Load too big when parsing in parallel

ondracka commented 3 years ago

When parsing some large uploads, there is a parser spawned for every core on the machine (using the default oasis setup with latest git). However the parsers (or maybe normalizers as well) are also using multiple threads each as far as I can see, so on machine with 8 cores the load when parsing some large upload can be up to 50.

I don't think this is optimal. Can something be done to make the default more reasonable to not overload that much?

In the meantime, how can I force just a single thread per parser (normalizer) process? I could probably force something like OMP_NUM_THREADS=1 globally (for the whole docker image, assuming the the threading is using OpenMP?), but I don't know if this is a good idea?

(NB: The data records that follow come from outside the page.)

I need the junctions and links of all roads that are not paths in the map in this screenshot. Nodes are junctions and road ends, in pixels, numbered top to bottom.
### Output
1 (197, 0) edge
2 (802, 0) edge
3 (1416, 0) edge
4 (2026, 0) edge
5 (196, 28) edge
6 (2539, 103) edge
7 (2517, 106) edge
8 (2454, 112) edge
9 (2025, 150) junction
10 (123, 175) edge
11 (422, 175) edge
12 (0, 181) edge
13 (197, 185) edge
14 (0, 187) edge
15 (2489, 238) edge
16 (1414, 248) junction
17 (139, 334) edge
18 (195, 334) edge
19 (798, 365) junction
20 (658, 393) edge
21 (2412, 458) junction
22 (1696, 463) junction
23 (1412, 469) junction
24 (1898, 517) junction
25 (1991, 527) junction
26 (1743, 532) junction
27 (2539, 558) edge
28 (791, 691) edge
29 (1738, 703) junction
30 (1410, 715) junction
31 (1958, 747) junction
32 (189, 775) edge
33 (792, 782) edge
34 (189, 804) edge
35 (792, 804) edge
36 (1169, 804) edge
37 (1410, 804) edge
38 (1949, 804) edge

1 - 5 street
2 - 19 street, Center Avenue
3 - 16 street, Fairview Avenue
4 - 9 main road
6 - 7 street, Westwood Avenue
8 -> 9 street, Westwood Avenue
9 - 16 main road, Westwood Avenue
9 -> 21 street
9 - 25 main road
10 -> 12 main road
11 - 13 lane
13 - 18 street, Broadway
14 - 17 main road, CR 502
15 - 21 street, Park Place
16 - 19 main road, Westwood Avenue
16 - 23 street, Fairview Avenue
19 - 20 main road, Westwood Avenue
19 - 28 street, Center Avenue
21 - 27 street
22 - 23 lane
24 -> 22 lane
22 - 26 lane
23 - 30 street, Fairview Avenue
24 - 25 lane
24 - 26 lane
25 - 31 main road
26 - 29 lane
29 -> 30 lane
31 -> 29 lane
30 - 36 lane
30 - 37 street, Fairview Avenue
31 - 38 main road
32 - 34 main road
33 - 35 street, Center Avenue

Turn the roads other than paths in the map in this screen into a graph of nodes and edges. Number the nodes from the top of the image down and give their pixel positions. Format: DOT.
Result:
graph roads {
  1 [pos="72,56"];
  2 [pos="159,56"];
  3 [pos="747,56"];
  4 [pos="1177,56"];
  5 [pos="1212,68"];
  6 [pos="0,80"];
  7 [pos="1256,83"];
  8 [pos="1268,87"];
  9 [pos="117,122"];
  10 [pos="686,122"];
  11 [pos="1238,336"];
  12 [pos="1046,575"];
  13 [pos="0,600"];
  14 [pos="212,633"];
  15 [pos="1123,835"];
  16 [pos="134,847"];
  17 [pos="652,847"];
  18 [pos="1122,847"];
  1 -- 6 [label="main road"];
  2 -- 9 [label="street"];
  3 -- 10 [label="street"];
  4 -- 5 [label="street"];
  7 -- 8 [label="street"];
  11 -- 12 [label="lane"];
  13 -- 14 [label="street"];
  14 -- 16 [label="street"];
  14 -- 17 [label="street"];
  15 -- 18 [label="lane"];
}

ondracka commented 3 years ago

I added OMP_NUM_THREADS=1 to the worker environment in the docker-compose.yaml and the load is now OK. No idea if this is a too big hammer though? This is probably not a bug per se, just the example docker-compose.yaml in https://nomad-lab.eu/prod/rae/docs/oasis.html which I mostly copy-pasted in the beginning might not be optimal?

How about adding the OMP_NUM_THREADS: 1 to the worker environment in the example docker-compose.yaml?

BTW I would probably want to reduce the number of worker processes to something a bit lower than number of cores in order to not slow down rest of the components too much under heavy parsing. How can I do that?

markus1978 commented 3 years ago

We are using celery to distribute the processing load. The worker container runs a celery worker. The command used in the docker-compose is actually a celery command and can take an additional parameter to configure the concurrency (-c, --concurrency), see celery docs here. This parameter controls the number of processes (default is number of CPUs). You can add this parameter to your docker-compose.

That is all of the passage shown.